1 Introduction
1.1 What you will learn
The goal of this book is to provide a solid foundation to non-disclosive data analysis using R and DataSHIELD/Opal through the resourcer R package. We illustrate how to preform such data analyses in two settings (’omics and geospatial) where the use of resources allows users to handle Big Data problems. We also present workflows of how to perform statistical analyses using data in formats other than simple tables. We aim to tackle key concepts covered in the manuscript, “Orchestrating non-disclosive big data analyses of shared data from different resources with R and DataSHIELD”, with each workflow covering these in varying detail, as well as essential preliminaries that are important for following along with the workflows on your own.
1.2 Preliminaries
For those unfamiliar with R (and those looking to learn more), in the R section we provide some links to R books. Also there are several R on-line courses such as this one at DataCamp or this at CodeAcademy that can help to introduce the main R concepts. Nonetheless, we assume that the readers of this book are already familiar with R.
For those interested in ’omic data analyses we recommend the book Omic association analysis with R and Bioconductor which provides a global overview of how to perform genomic, transcriptomic, epigenomic and multi-omic data analyses using R and Bioconductor packages. Bioconductor support provides the primary way to contact both Bioconductor developers and users and it is a great way to search for answers to your questions. Bioconductor courses provide excellent material to learn most of the Bioconductor basics as well as other advanced methods and R related topics.
[Omic data infrastructure][Bioconductor data infrastructures] deserves a mention here since understanding common data containers is an essential part of Bioconductor workflows that are used in our DataSHIELD packages designed for ’omic data analyses.

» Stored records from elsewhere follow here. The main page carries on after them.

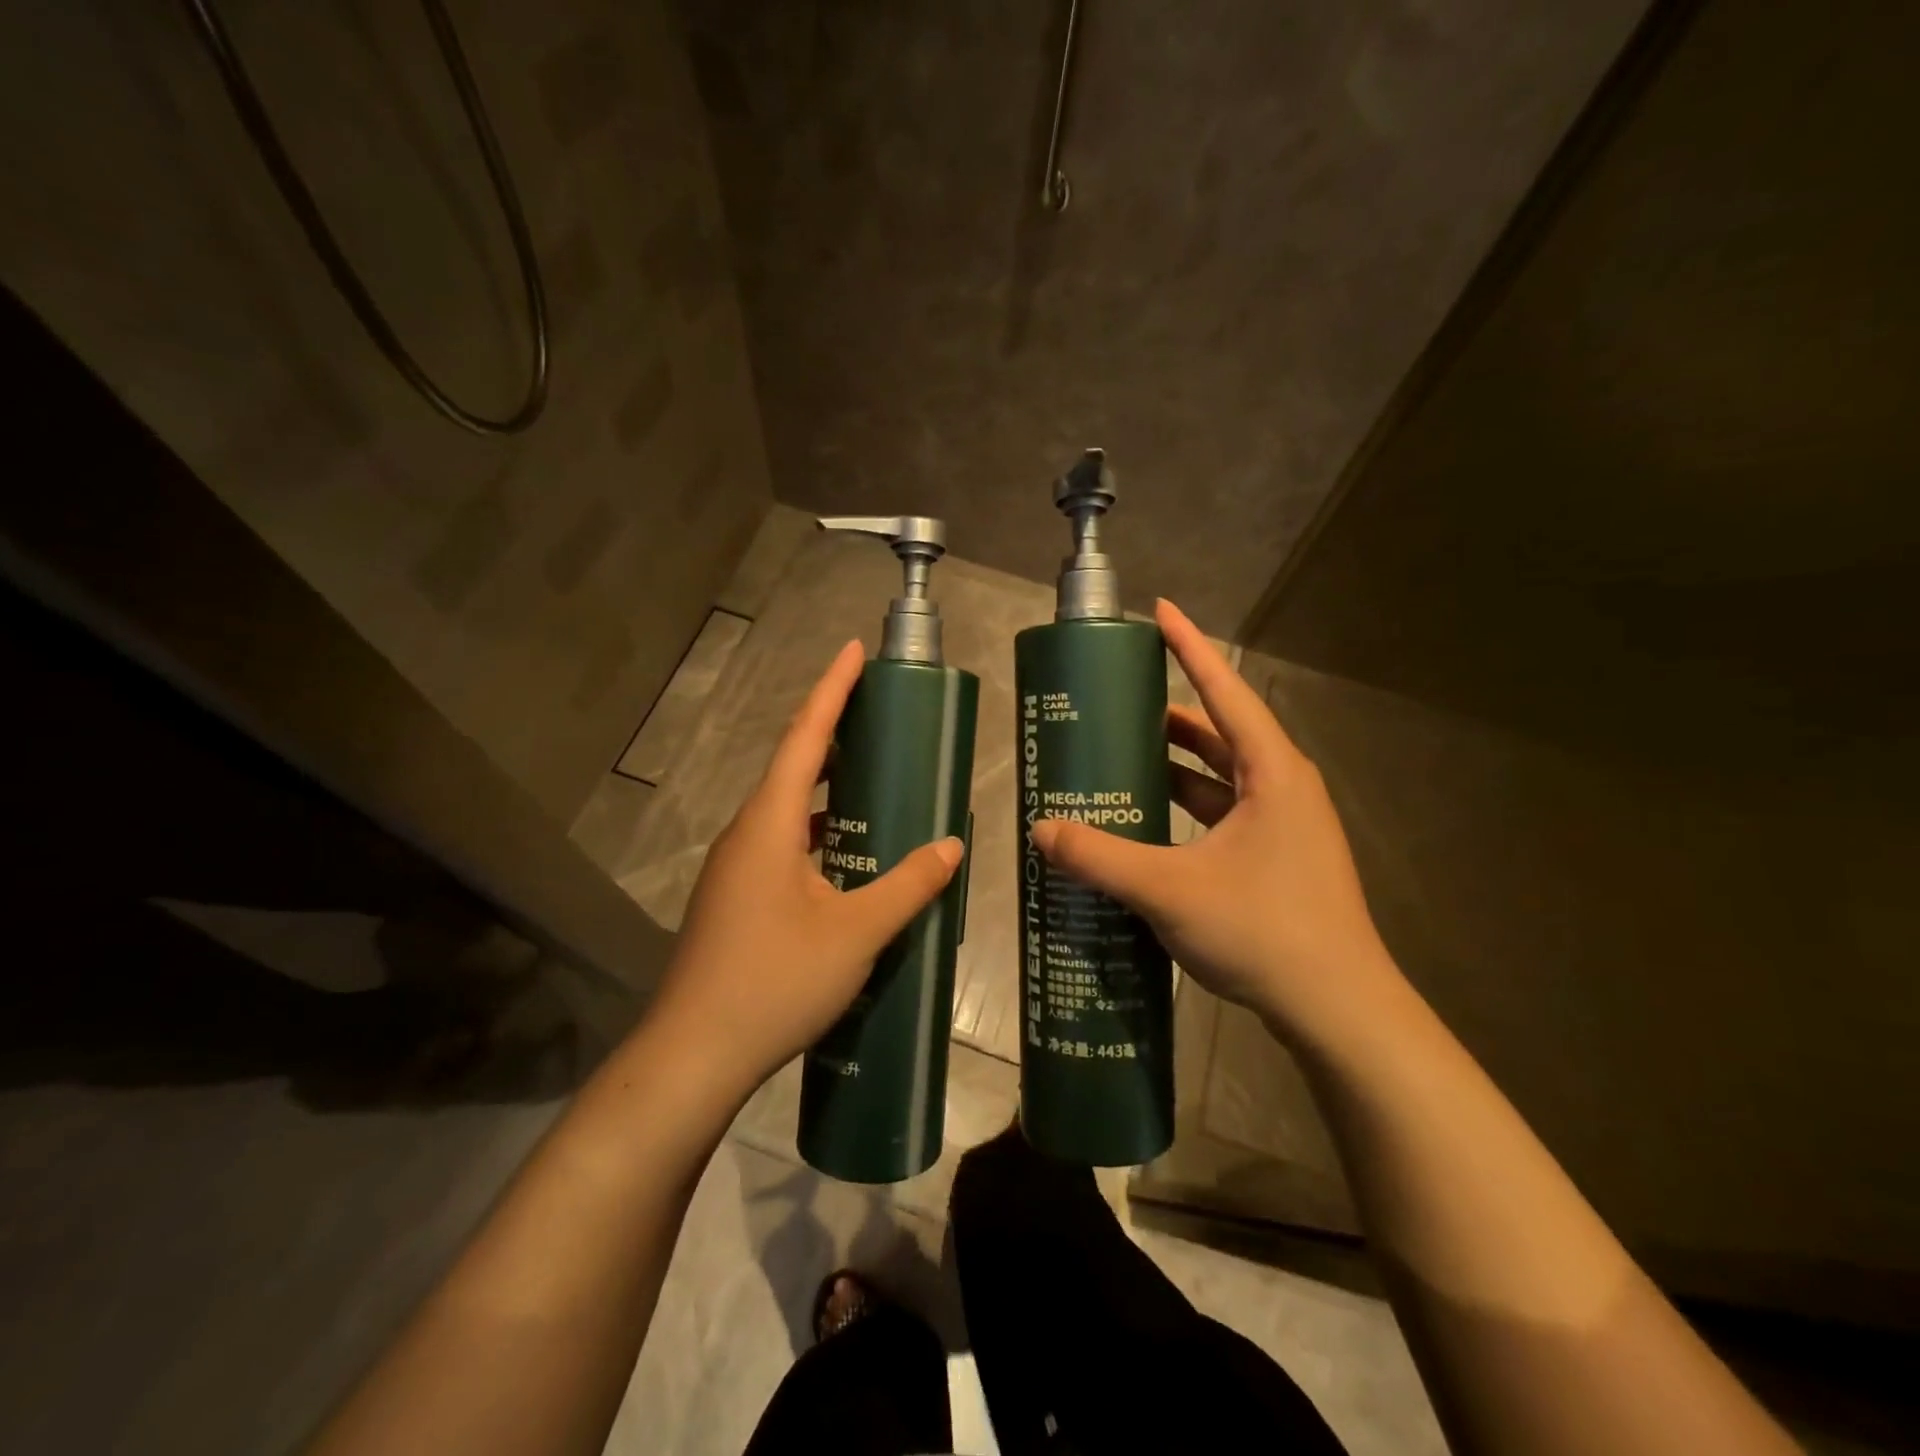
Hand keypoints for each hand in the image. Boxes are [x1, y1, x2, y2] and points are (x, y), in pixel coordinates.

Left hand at [647, 641, 964, 1101]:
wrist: (694, 1054)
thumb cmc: (774, 982)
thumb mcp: (855, 934)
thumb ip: (907, 886)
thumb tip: (951, 847)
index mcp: (769, 824)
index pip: (804, 738)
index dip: (831, 690)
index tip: (853, 650)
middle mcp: (747, 834)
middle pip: (793, 766)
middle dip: (834, 733)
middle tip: (881, 716)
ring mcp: (736, 868)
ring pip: (788, 810)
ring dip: (828, 789)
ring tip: (876, 782)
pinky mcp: (736, 898)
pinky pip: (783, 844)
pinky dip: (819, 833)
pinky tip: (849, 857)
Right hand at [1029, 601, 1400, 1045]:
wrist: (1338, 1010)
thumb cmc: (1265, 931)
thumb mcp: (1170, 889)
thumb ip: (1100, 858)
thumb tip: (1040, 832)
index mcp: (1272, 772)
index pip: (1224, 691)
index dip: (1189, 647)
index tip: (1160, 610)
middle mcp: (1281, 787)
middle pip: (1219, 732)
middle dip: (1169, 713)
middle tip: (1116, 701)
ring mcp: (1282, 826)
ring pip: (1219, 778)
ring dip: (1174, 765)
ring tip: (1120, 756)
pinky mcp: (1275, 859)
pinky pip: (1221, 815)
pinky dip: (1183, 808)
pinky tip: (1145, 822)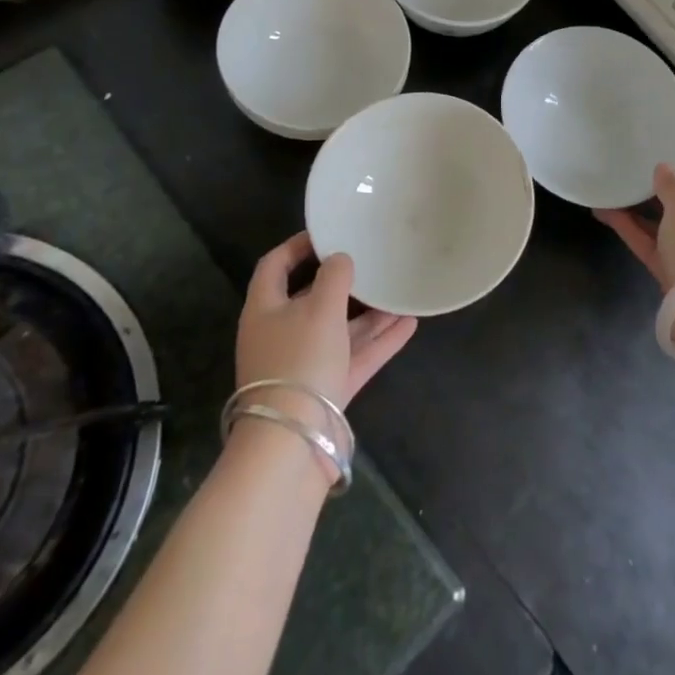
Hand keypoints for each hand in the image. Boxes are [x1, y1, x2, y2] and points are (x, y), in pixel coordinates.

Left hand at [236, 232, 416, 410]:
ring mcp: (304, 364)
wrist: (293, 441)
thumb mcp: (319, 308)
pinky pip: (355, 356)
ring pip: (339, 329)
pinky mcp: (327, 389)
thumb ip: (334, 276)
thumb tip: (340, 259)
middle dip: (343, 281)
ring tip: (398, 291)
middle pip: (311, 298)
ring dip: (368, 312)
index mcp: (265, 309)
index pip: (275, 265)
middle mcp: (281, 334)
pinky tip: (409, 323)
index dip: (298, 245)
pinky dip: (379, 341)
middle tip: (370, 261)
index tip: (329, 232)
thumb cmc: (300, 361)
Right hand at [595, 155, 674, 292]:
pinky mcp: (672, 267)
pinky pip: (649, 240)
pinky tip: (604, 213)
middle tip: (626, 168)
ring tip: (609, 189)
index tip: (651, 147)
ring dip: (636, 207)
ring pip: (660, 220)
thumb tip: (662, 169)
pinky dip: (630, 228)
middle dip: (652, 184)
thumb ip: (670, 184)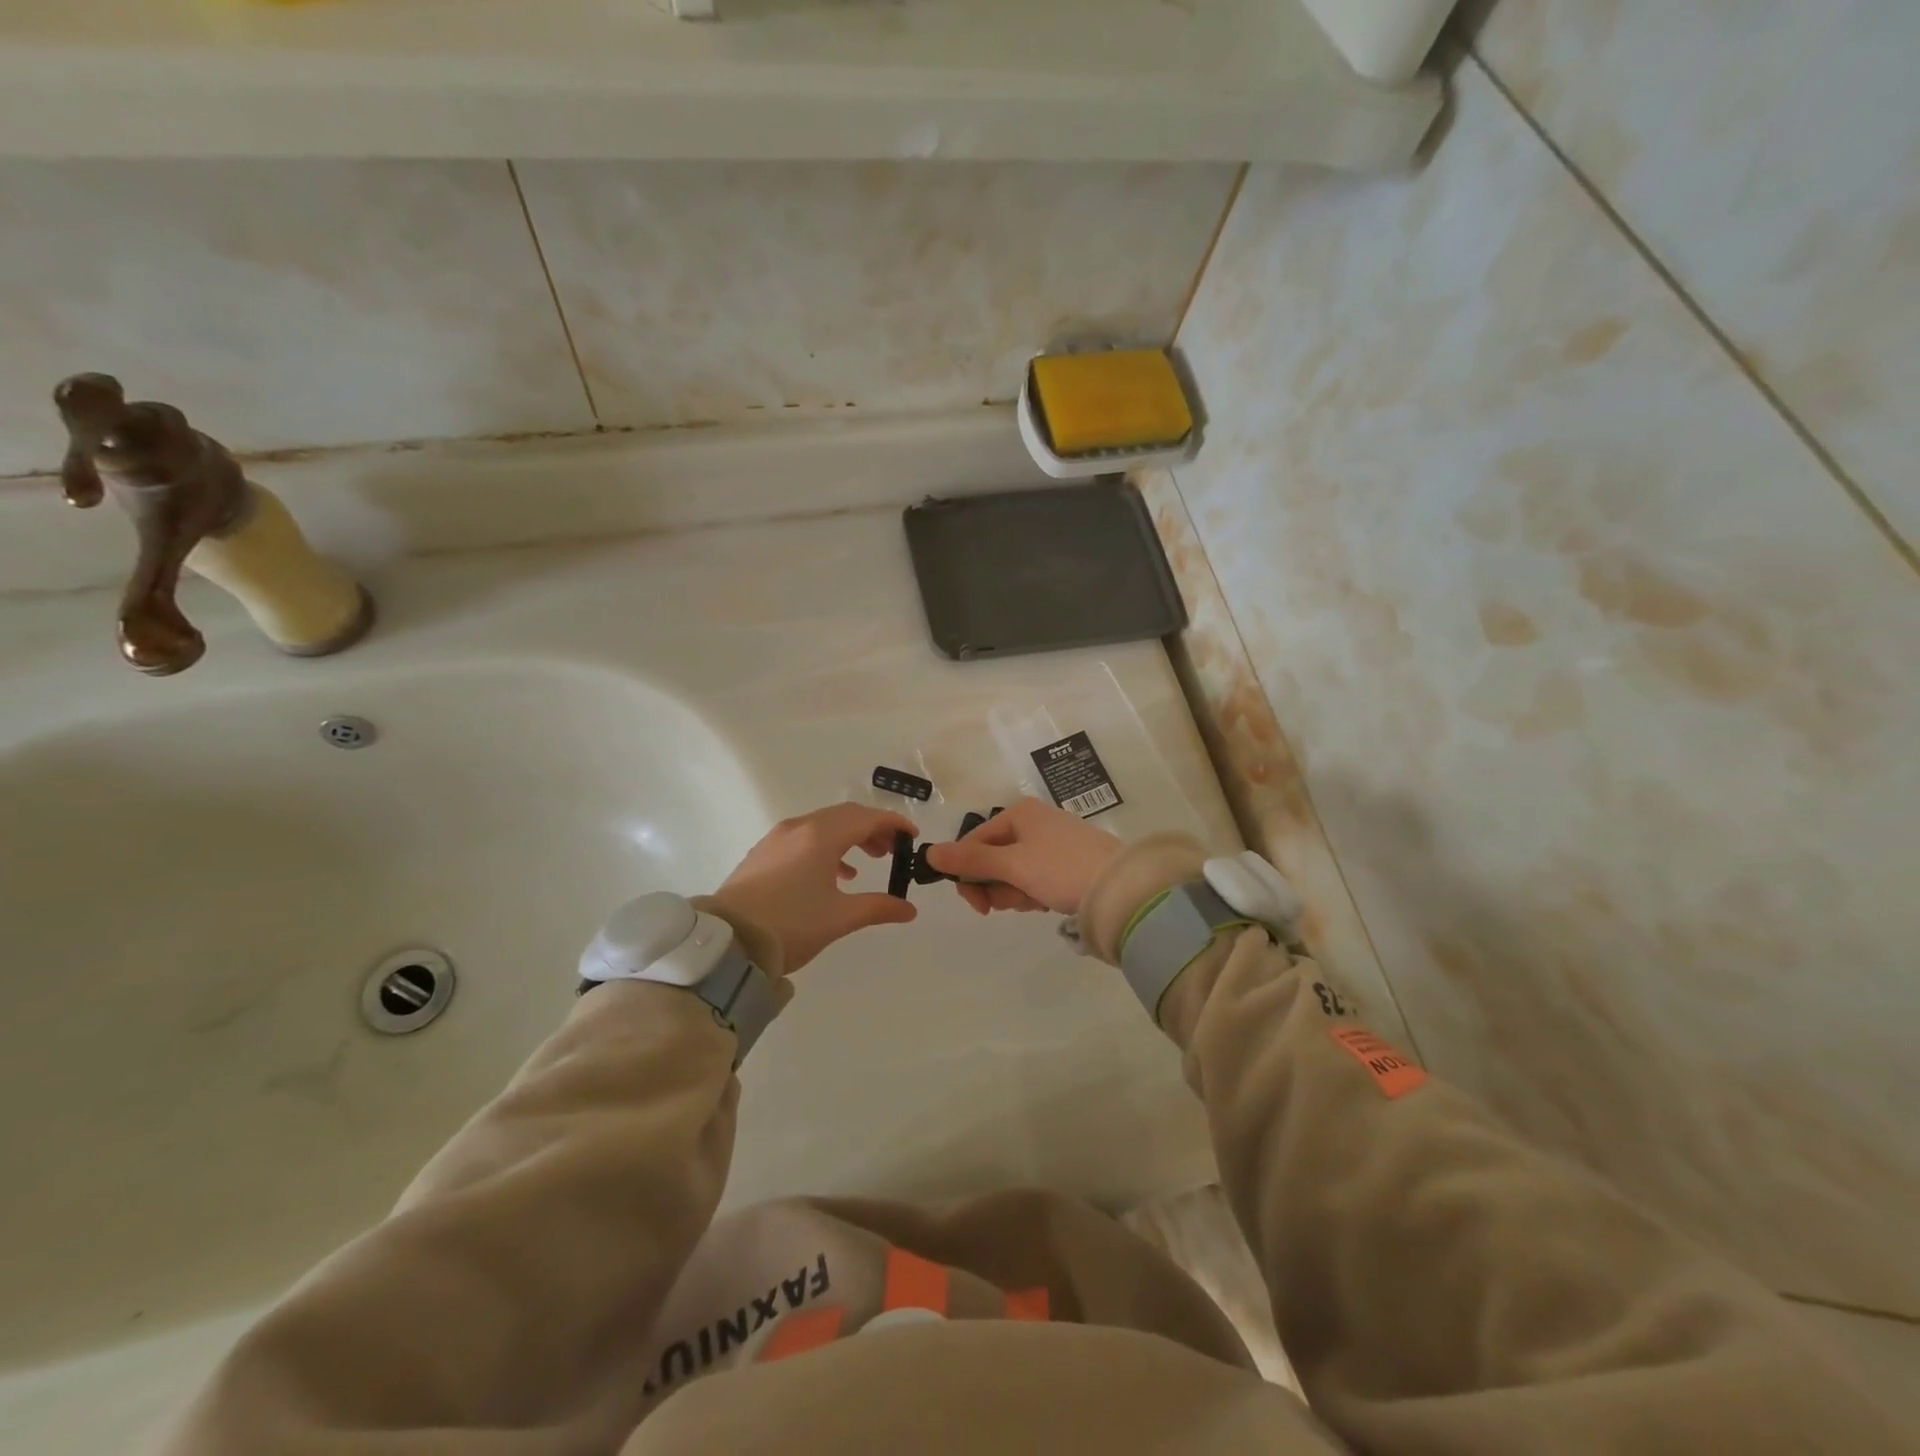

This enables interoperability across packages, allowing for “plug and play” usage of cutting-edge methods. Geospatial data also requires specific data managment that is described the [Geospatial Workflow] {#GIS}
1.3 Acknowledgments
Firstly, we would like to thank OBiBa and DataSHIELD developers for providing such an impressive framework for non-disclosive data analysis. We would also like to thank all Bioconductor contributors for giving access to their packages for dealing with different omic and performing state-of-the-art data analyses. This has allowed us to create DataSHIELD packages easily without the need to re-program most of the ’omic association analyses. We also thank R package developers since their work will allow the community to implement other DataSHIELD packages specifically designed to address other biomedical, epidemiological and social science problems as we did with geospatial data.
Finally, we would like to thank the Bioconductor core team for inspiring us to write this book. We are happy to follow the two succesful works describing how to orchestrate High-Throughput Genomic Analysis and Single Cell Analysis with Bioconductor.